All too soon they were racing past the outlying farms and cottages of Trotter’s Fall. This was the poorer end of Katrinamal; the farm buildings run-down and dilapidated, the fields bare and the animals thin and resentful as they watched Kerona streak past. The richer soil lay to the west, away from the cliffs. It was as though Katrinamal needed this paltry barrier between it and the mysteries beyond, as though the rich and the cultured needed shelter behind the poverty of Trotter’s Fall to feel safe away from the primal presence of the Sea.
There was no wall, no barrier, not even any sign to signify where Trotter’s Fall ended and where the town proper came to be, but it was generally understood that Katrinamal itself began with the Garstower House. Began in both senses of the word, because everybody knew this enormou
s stone house was the first building ever built in Katrinamal. It was even said that it outdated the town by centuries; that it was built even before the Keepers came to save the world from itself.
Landros raced past the huge house without a second glance.
He soon had to slow down; more than one angry shout following him as people jumped out of his way on Regent Street. Already more than a few drunks staggered across the street, weary shopkeepers were locking their doors for the night, couples hurried home laden with their shopping, Guardians of the Five walked through the hubbub, serene in their smocks. More than once, Landros heard his name called out by some familiar voice. He ignored them all while easing Kerona back; her flanks still quivering with the exertion.

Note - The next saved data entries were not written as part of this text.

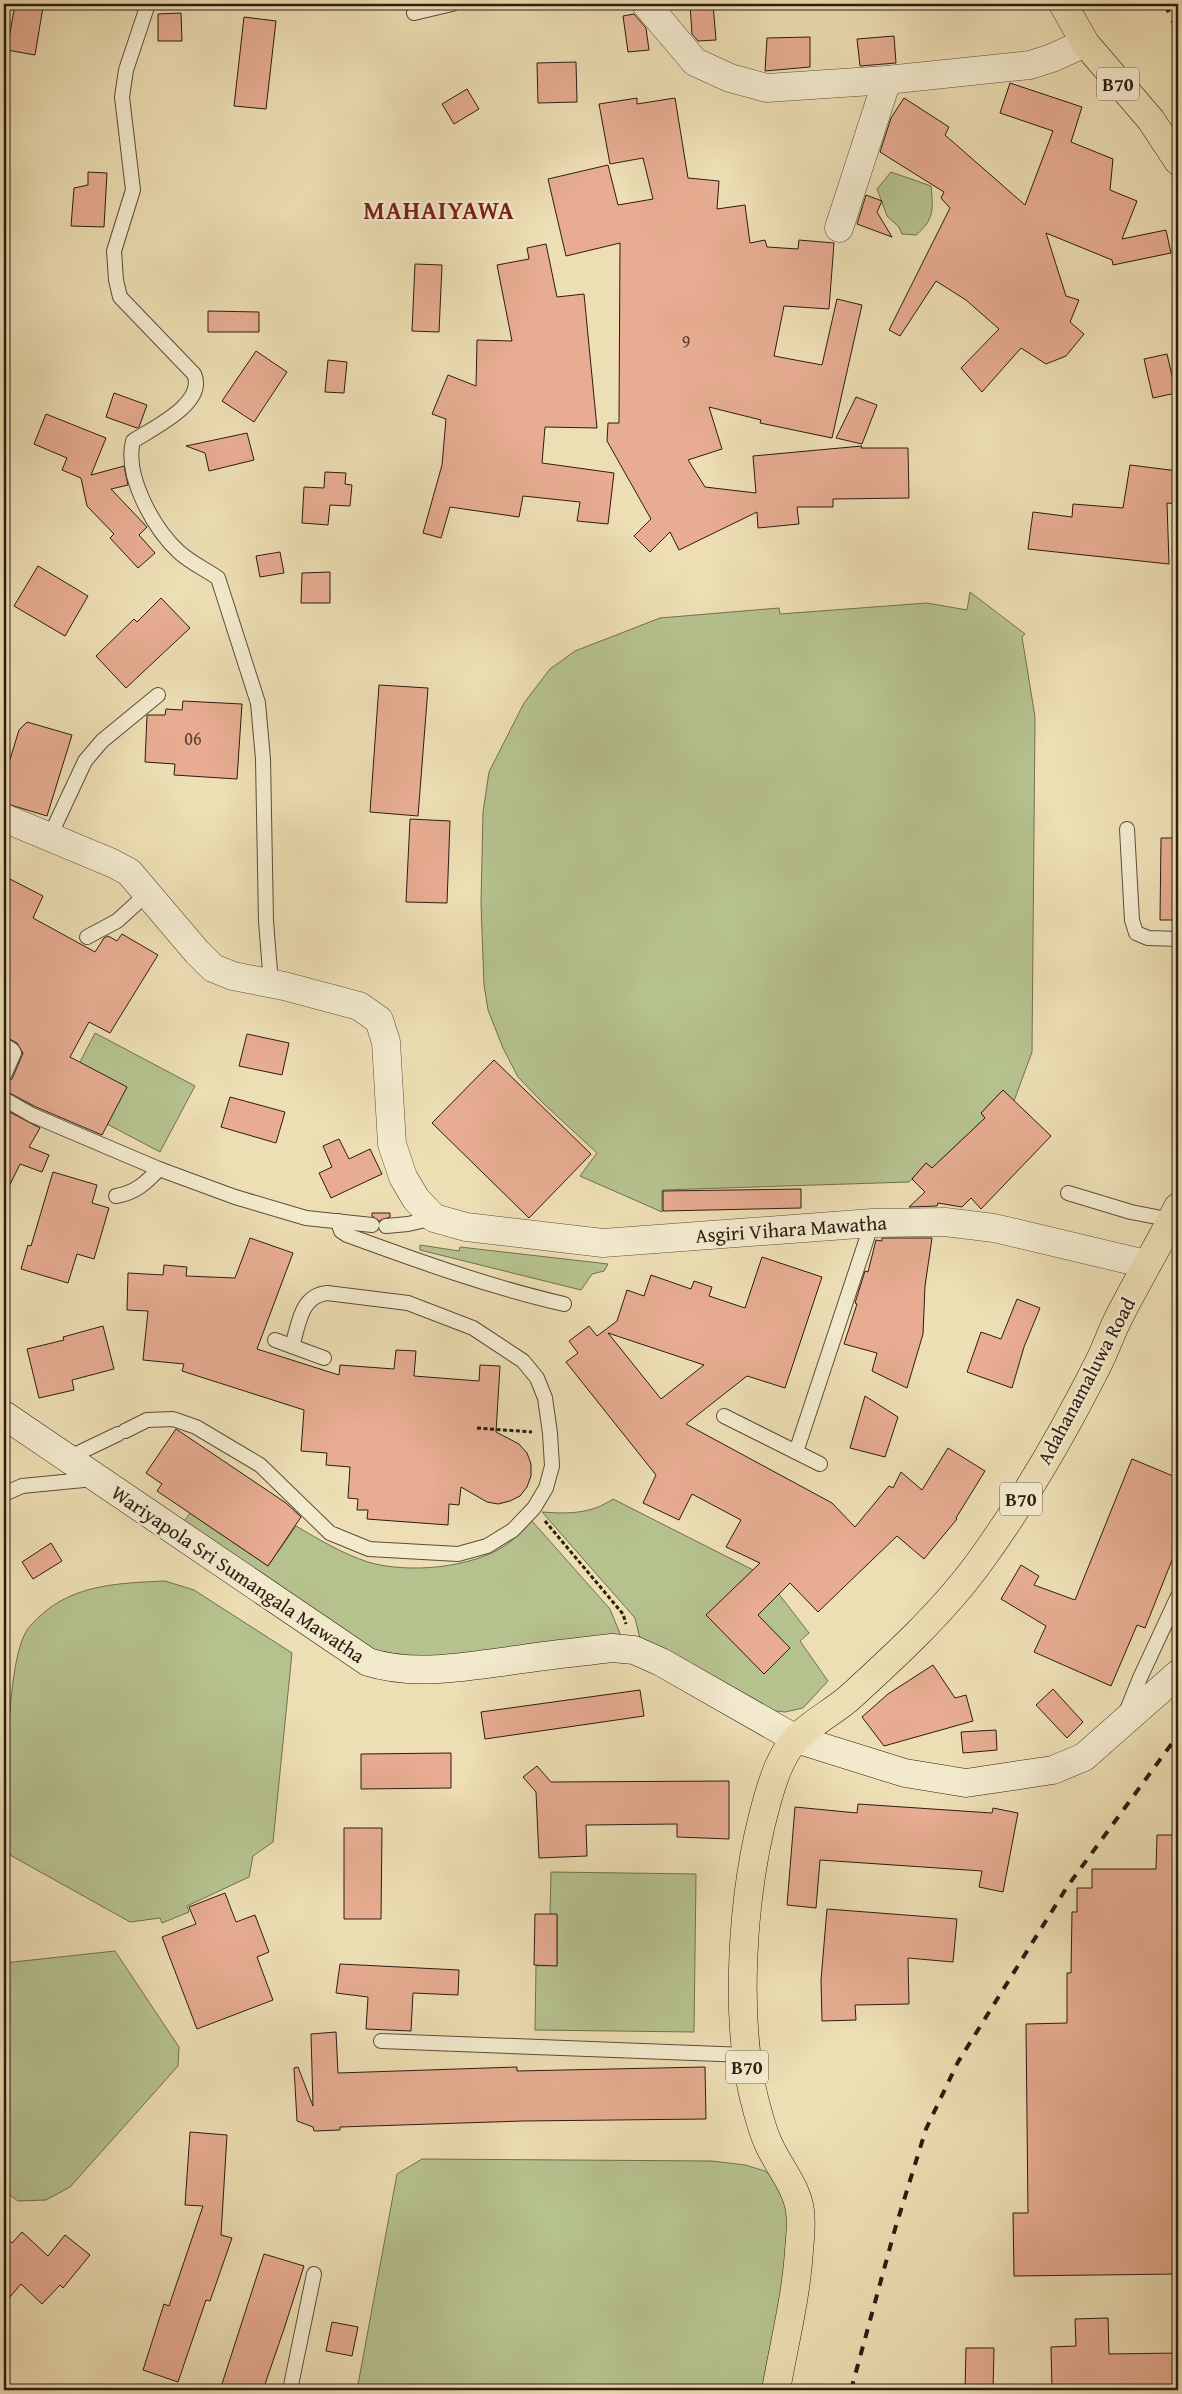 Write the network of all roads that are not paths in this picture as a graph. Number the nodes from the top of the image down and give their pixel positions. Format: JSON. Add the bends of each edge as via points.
{"nodes":[{"id":1,"x":148,"y":4,"type":"edge"},
{"id":2,"x":452,"y":4,"type":"edge"},
{"id":3,"x":646,"y":4,"type":"edge"},
{"id":4,"x":1063,"y":4,"type":"edge"},
{"id":5,"x":414,"y":13,"type":"dead end"},
{"id":6,"x":1085,"y":43,"type":"junction"},
{"id":7,"x":887,"y":80,"type":"junction"},
{"id":8,"x":1178,"y":160,"type":"edge"},
{"id":9,"x":839,"y":228,"type":"dead end"},
{"id":10,"x":158,"y":695,"type":"dead end"},
{"id":11,"x":4,"y":818,"type":"edge"},
{"id":12,"x":1127,"y":829,"type":"dead end"},
{"id":13,"x":50,"y":836,"type":"junction"},
{"id":14,"x":148,"y":893,"type":"junction"},
{"id":15,"x":87,"y":937,"type":"dead end"},
{"id":16,"x":1178,"y":939,"type":"edge"},
{"id":17,"x":271,"y":984,"type":"junction"},
{"id":18,"x":4,"y":1045,"type":"edge"},
{"id":19,"x":4,"y":1075,"type":"edge"},
{"id":20,"x":4,"y":1100,"type":"edge"},
{"id":21,"x":159,"y":1169,"type":"junction"},
{"id":22,"x":1068,"y":1194,"type":"dead end"},
{"id":23,"x":116,"y":1196,"type":"dead end"},
{"id":24,"x":1175,"y":1213,"type":"edge"},
{"id":25,"x":434,"y":1218,"type":"junction"},
{"id":26,"x":338,"y":1221,"type":"junction"},
{"id":27,"x":872,"y":1223,"type":"junction"},
{"id":28,"x":1146,"y":1264,"type":"junction"},
{"id":29,"x":564,"y":1304,"type":"dead end"},
{"id":30,"x":275,"y":1340,"type":"dead end"},
{"id":31,"x":292,"y":1346,"type":"junction"},
{"id":32,"x":324,"y":1358,"type":"dead end"},
{"id":33,"x":4,"y":1415,"type":"edge"},
{"id":34,"x":724,"y":1416,"type":"dead end"},
{"id":35,"x":796,"y":1452,"type":"junction"},
{"id":36,"x":68,"y":1458,"type":"junction"},
{"id":37,"x":820,"y":1464,"type":"dead end"},
{"id":38,"x":97,"y":1478,"type":"junction"},
{"id":39,"x":4,"y":1494,"type":"edge"},
{"id":40,"x":1178,"y":1596,"type":"edge"},
{"id":41,"x":1178,"y":1674,"type":"edge"},
{"id":42,"x":1122,"y":1725,"type":"junction"},
{"id":43,"x":796,"y":1739,"type":"junction"},
{"id":44,"x":381,"y":2041,"type":"dead end"},
{"id":45,"x":746,"y":2055,"type":"junction"},
{"id":46,"x":314,"y":2274,"type":"dead end"},
{"id":47,"x":290,"y":2390,"type":"edge"},
{"id":48,"x":776,"y":2390,"type":"edge"}],
"edges":[{"from":1,"to":17,"type":"lane","via":[[126,70],[122,97],[133,190],[114,251],[116,280],[120,297],[197,380],[196,393],[188,403],[133,441],[130,454],[142,498],[161,533],[197,566],[218,578],[258,703]]},
{"from":2,"to":5,"type":"lane"},
{"from":3,"to":7,"type":"street","via":[[695,62],[730,78],[767,88]]},
{"from":4,"to":6,"type":"main road","number":"B70"},
{"from":6,"to":7,"type":"street","via":[[1030,65]]},
{"from":6,"to":8,"type":"main road","number":"B70","via":[[1150,120]]},
{"from":7,"to":9,"type":"street"},
{"from":10,"to":13,"type":"lane","via":[[102,741],[85,761]]},
{"from":11,"to":13,"type":"street"},
{"from":12,"to":16,"type":"lane","via":[[1132,920],[1136,932],[1148,938]]},
{"from":13,"to":14,"type":"street","via":[[112,862],[129,872]]},
{"from":14,"to":15,"type":"lane","via":[[117,921]]},
{"from":14,"to":17,"type":"street","via":[[213,968]]},
{"from":17,"to":25,"type":"street","via":[[359,1006],[379,1020],[386,1042],[392,1144],[403,1178],[416,1199]]},
{"from":18,"to":19,"type":"lane","via":[[14,1053]]},
{"from":20,"to":21,"type":"lane"},
{"from":21,"to":23,"type":"lane","via":[[146,1183],[128,1194]]},
{"from":21,"to":26,"type":"lane","via":[[235,1197],[306,1218]]},
{"from":22,"to":24,"type":"lane","via":[[1131,1212]]},
{"from":24,"to":28,"type":"main road","name":"Adahanamaluwa Road","number":"B70"},
{"from":25,"to":26,"type":"lane","via":[[408,1224],[379,1225]]},
{"from":25,"to":27,"type":"street","name":"Asgiri Vihara Mawatha","via":[[466,1227],[603,1243]]},
{"from":26,"to":29,"type":"lane","via":[[340,1231],[401,1255],[485,1283]]},
{"from":27,"to":28,"type":"street","name":"Asgiri Vihara Mawatha","via":[[945,1222],[994,1228]]},
{"from":27,"to":35,"type":"lane"},
{"from":28,"to":43,"type":"main road","name":"Adahanamaluwa Road","number":"B70","via":[[1069,1419],[977,1565],[887,1661],[846,1700]]},
{"from":30,"to":31,"type":"lane"},
{"from":31,"to":32,"type":"lane"},
{"from":31,"to":36,"type":"lane","via":[[305,1304],[314,1296],[327,1293],[408,1302],[473,1328],[523,1361],[537,1378],[545,1398],[550,1433],[552,1466],[546,1488],[534,1508],[513,1530],[487,1546],[458,1554],[369,1549],[330,1534],[260,1465],[196,1427],[173,1419],[148,1420]]},
{"from":33,"to":36,"type":"street","name":"Wariyapola Sri Sumangala Mawatha"},
{"from":34,"to":35,"type":"lane"},
{"from":35,"to":37,"type":"lane"},
{"from":36,"to":38,"type":"street","name":"Wariyapola Sri Sumangala Mawatha"},
{"from":38,"to":39,"type":"lane","via":[[22,1486]]},
{"from":38,"to":43,"type":"street","name":"Wariyapola Sri Sumangala Mawatha","via":[[368,1662],[390,1669],[412,1670],[612,1648],[634,1650]]},
{"from":40,"to":42,"type":"lane","via":[[1134,1690]]},
{"from":41,"to":42,"type":"street","name":"Wariyapola Sri Sumangala Mawatha"},
{"from":42,"to":43,"type":"street","name":"Wariyapola Sri Sumangala Mawatha","via":[[1084,1757],[1053,1770],[966,1783],[905,1772]]},
{"from":43,"to":45,"type":"main road","number":"B70","via":[[777,1772],[756,1847],[745,1940],[743,2018]]},
{"from":44,"to":45,"type":"lane"},
{"from":45,"to":48,"type":"main road","number":"B70","via":[[749,2080],[768,2144],[795,2191],[800,2210],[797,2274]]},
{"from":46,"to":47,"type":"lane"}]}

He well knew the way to Feren’s house: west along Regan’s Street, turn left at the temple of Keeper Martuk, all the way past the multi-hued tents of Market Square and then there it was; fourth house from the end of a little huddle of cottages squatted slantways in the shadow of Keeper Jerohim’s red-spired temple.
Now Kerona was walking, now Landros didn’t fear for his very life, now he had time to think, he wondered what he was doing. It had seemed such a logical decision at the time—to grasp at the first test of his Captaincy while also sparing his old friend the pain of telling a loved one of her son’s death. To show that he could make a decision, however rash.

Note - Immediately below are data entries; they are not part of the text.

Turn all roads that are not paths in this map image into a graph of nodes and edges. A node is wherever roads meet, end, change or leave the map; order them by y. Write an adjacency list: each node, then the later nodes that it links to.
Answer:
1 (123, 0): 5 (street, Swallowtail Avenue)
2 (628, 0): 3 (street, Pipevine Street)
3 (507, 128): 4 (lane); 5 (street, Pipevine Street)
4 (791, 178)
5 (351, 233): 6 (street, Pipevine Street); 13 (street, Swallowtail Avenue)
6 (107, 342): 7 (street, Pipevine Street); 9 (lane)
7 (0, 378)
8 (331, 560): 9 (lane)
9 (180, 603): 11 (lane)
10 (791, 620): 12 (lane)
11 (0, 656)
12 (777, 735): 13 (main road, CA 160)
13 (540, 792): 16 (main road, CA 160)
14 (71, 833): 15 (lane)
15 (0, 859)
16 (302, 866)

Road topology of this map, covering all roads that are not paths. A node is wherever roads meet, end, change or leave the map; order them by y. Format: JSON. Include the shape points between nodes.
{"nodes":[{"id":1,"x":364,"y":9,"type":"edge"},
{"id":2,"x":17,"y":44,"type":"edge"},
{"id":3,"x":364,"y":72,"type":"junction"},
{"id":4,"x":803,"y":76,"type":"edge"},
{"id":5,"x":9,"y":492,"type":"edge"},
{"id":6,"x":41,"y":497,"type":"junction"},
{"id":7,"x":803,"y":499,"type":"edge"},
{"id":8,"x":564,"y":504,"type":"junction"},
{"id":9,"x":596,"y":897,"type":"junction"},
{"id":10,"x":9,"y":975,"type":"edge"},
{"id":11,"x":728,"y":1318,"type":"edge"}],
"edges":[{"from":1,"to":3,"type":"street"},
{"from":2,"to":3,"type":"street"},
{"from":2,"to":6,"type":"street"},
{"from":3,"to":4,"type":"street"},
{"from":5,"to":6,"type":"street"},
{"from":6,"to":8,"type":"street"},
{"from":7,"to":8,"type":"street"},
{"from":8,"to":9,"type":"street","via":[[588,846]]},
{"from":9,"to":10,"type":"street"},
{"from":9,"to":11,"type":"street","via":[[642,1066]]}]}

He tried to think of how he would tell her of her son’s death, yet the picture of Feren’s dully staring eyes, of the jagged split in his skull, of the white bone beneath the red blood, kept sneaking into his thoughts. He found it difficult to swallow past the tightening in his throat. Perhaps the shock was wearing off and the true finality of Feren’s death was finally sinking in. A lot of good he would be if he turned up to Feren’s house sobbing and bawling like a new born babe. He wanted to laugh at the thought. It came out more like a wracking sob.